Statistics is the backbone of data science, providing the essential tools and methodologies to extract meaningful insights from raw data. Data scientists rely heavily on statistics for various critical tasks—from cleaning messy datasets to creating powerful visualizations and building predictive models that offer glimpses into the future. Without these statistical foundations, transforming raw data into actionable insights that drive business success would be impossible.
What are Descriptive Statistics?
Descriptive statistics play a vital role in summarizing and organizing data, making it more understandable. They allow us to understand the central tendencies, variability, and distribution of our datasets.

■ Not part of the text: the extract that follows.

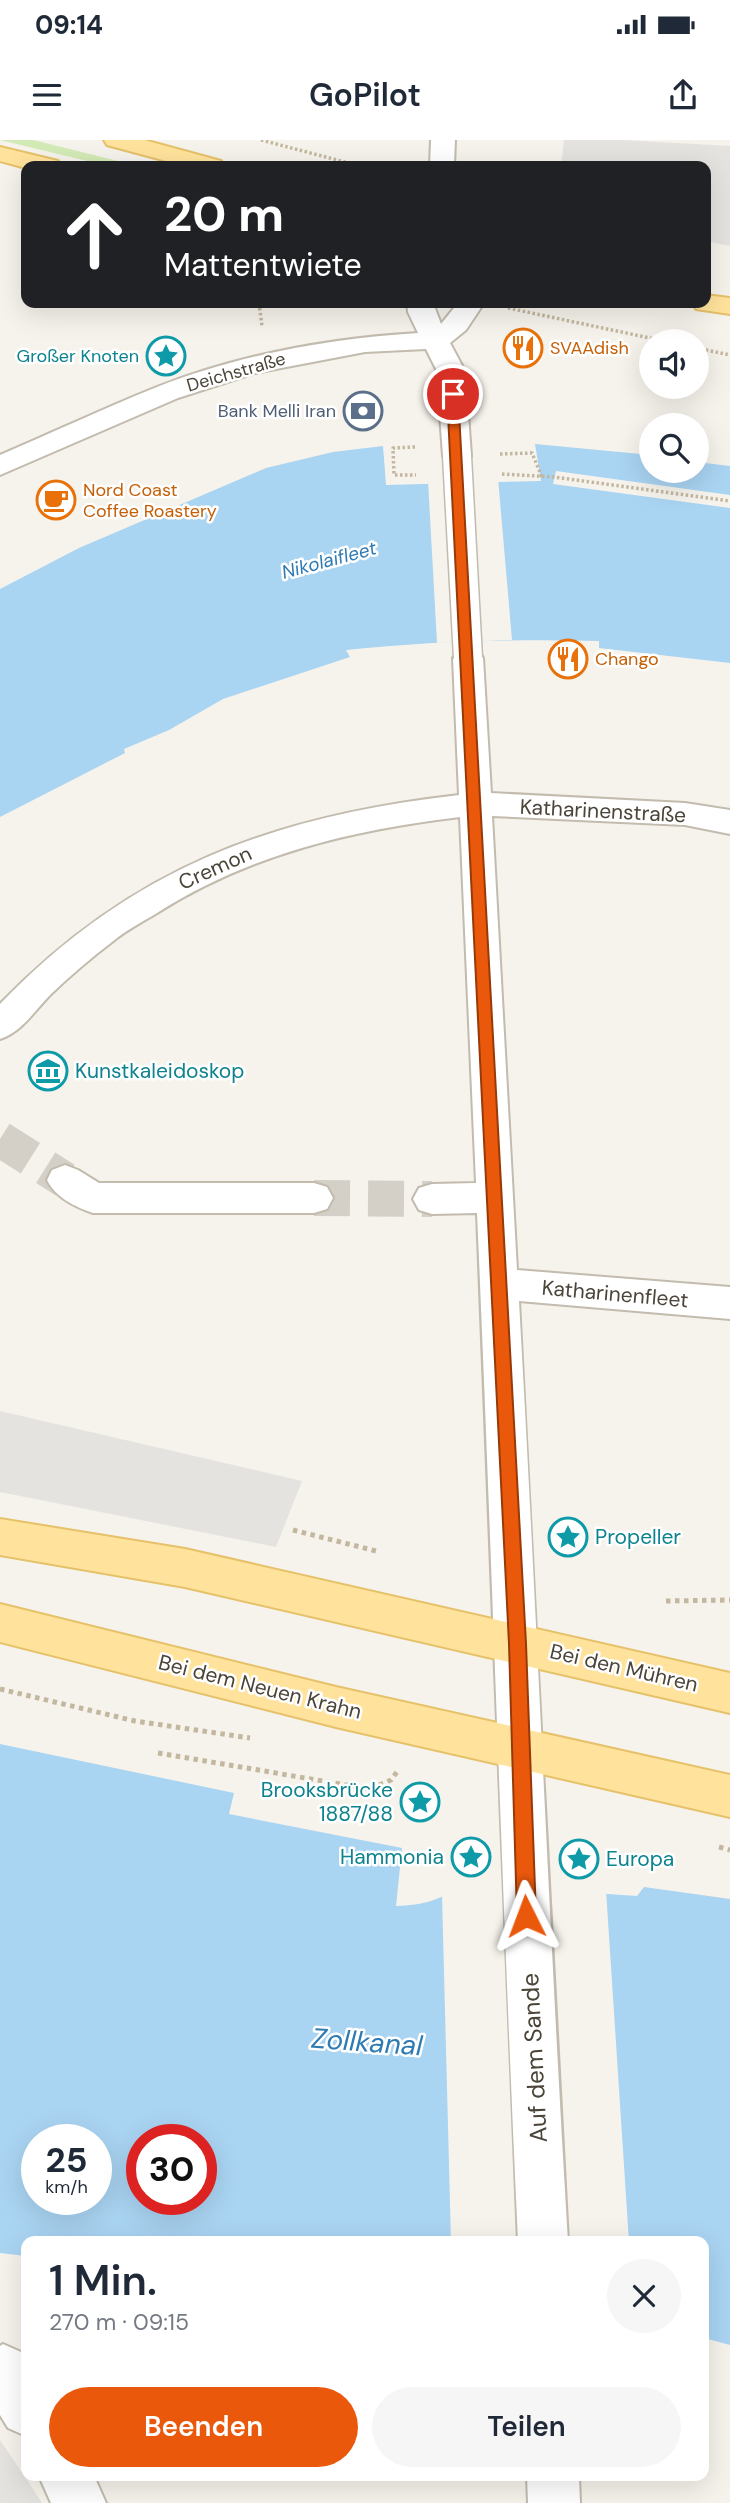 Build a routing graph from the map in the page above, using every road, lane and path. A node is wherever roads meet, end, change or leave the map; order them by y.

Types of Descriptive Statistics
Descriptive statistics can be classified into three primary categories, each serving different purposes:
- Measures of Central Tendency
- Measures of Variability
- Measures of Frequency Distribution
1. Measures of Central Tendency
These statistical values describe the central position within a dataset. The three main measures are:
- Mean: The average of the observations, calculated as follows:
x̄ = ∑x / n
Where:
- ( x ) = Observations
- ( n ) = Number of terms
Here’s how to find the mean using Python:
import numpy as np
# Sample Data
arr = [5, 6, 11]
# Mean
mean = np.mean(arr)
print("Mean = ", mean)
Output: Mean = 7.333333333333333
- Mode: The most frequently occurring value in the dataset, useful for categorical data.

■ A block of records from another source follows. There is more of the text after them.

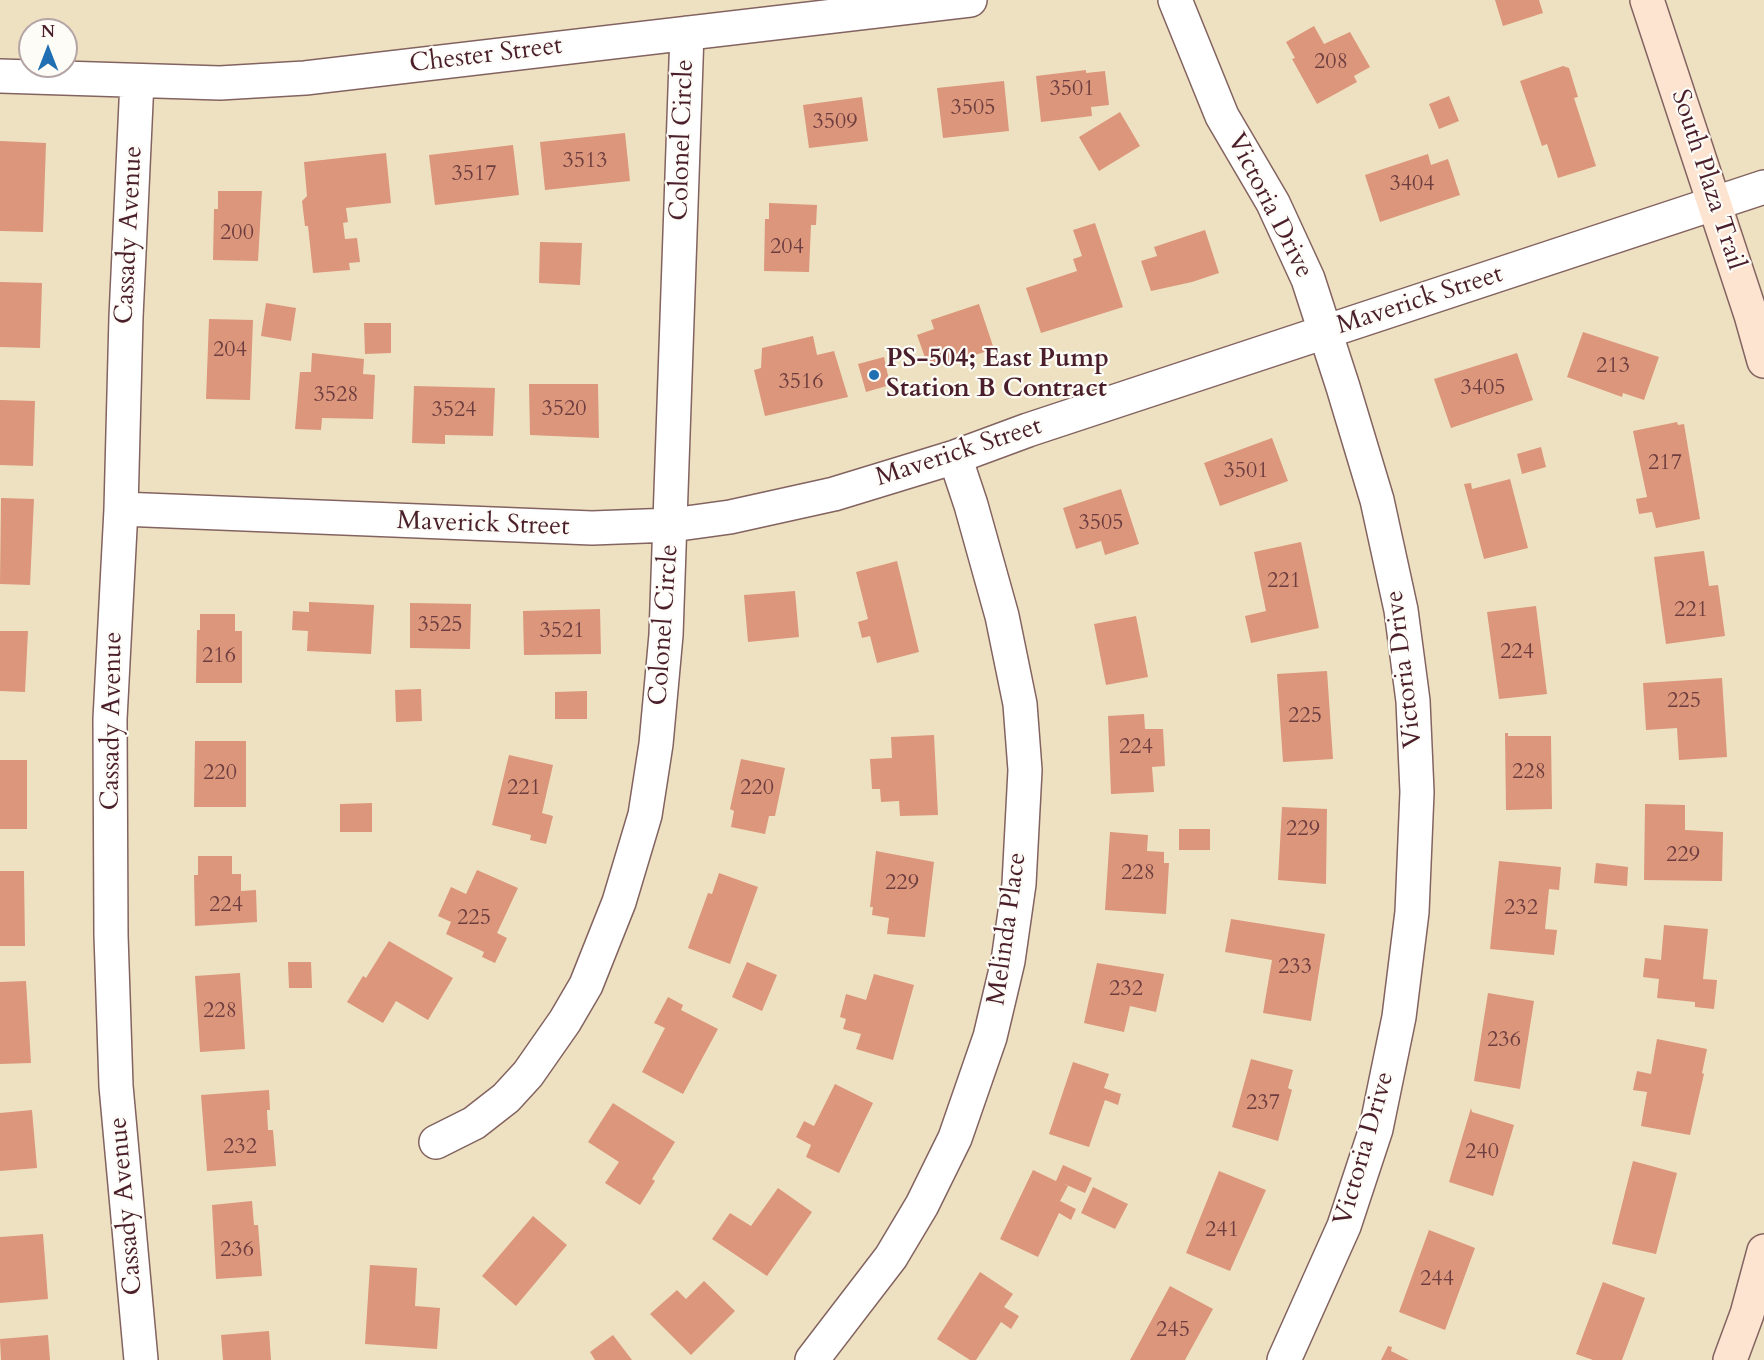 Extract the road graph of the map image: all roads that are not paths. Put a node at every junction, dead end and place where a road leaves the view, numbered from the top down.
1 (970, 0) edge
2 (1175, 0) edge
3 (1647, 0) edge
4 (687, 33) junction
5 (0, 76) edge
6 (137, 81) junction
7 (1764, 187) edge
8 (1714, 203) junction
9 (1324, 332) junction
10 (1764, 361) edge
11 (955, 457) junction
12 (121, 509) junction
13 (672, 525) junction
14 (436, 1142) dead end
15 (1764, 1251) edge
16 (141, 1360) edge
17 (813, 1360) edge
18 (1284, 1360) edge
19 (1730, 1360) edge

1 - 4 street, Chester Street
2 - 9 street, Victoria Drive
3 - 8 main road, South Plaza Trail
4 - 6 street, Chester Street
4 - 13 street, Colonel Circle
5 - 6 street, Chester Street
6 - 12 street, Cassady Avenue
7 - 8 street, Maverick Street
8 - 9 street, Maverick Street
8 - 10 main road, South Plaza Trail
9 - 11 street, Maverick Street
9 - 18 street, Victoria Drive
11 - 13 street, Maverick Street
11 - 17 street, Melinda Place
12 - 13 street, Maverick Street
12 - 16 street, Cassady Avenue
13 - 14 street, Colonel Circle
15 - 19 main road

import scipy.stats as stats
# Sample Data
arr = [1, 2, 2, 3]
# Mode
mode = stats.mode(arr)
print("Mode = ", mode)
Output: Mode = ModeResult(mode=array([2]), count=array([2]))
- Median: The middle value that divides the dataset into two halves. If the number of elements is odd, the median is the center element; if even, it’s the average of the two central elements.
import numpy as np
# Sample Data
arr = [1, 2, 3, 4]
# Median
median = np.median(arr)
print("Median = ", median)
Output: Median = 2.5
These measures form the foundation for understanding data distribution and identifying anomalies.
2. Measure of Variability: Understanding Data Dispersion
Understanding how data spreads out is crucial. Measures of variability quantify this spread, which is important for identifying outliers and assessing model assumptions. Key measures include:
- Range: The difference between the largest and smallest data points.
import numpy as np
# Sample Data
arr = [1, 2, 3, 4, 5]
Maximum = max(arr)
Minimum = min(arr)
Range = Maximum - Minimum
print("Maximum = {}, Minimum = {} and Range = {}".format(Maximum, Minimum, Range))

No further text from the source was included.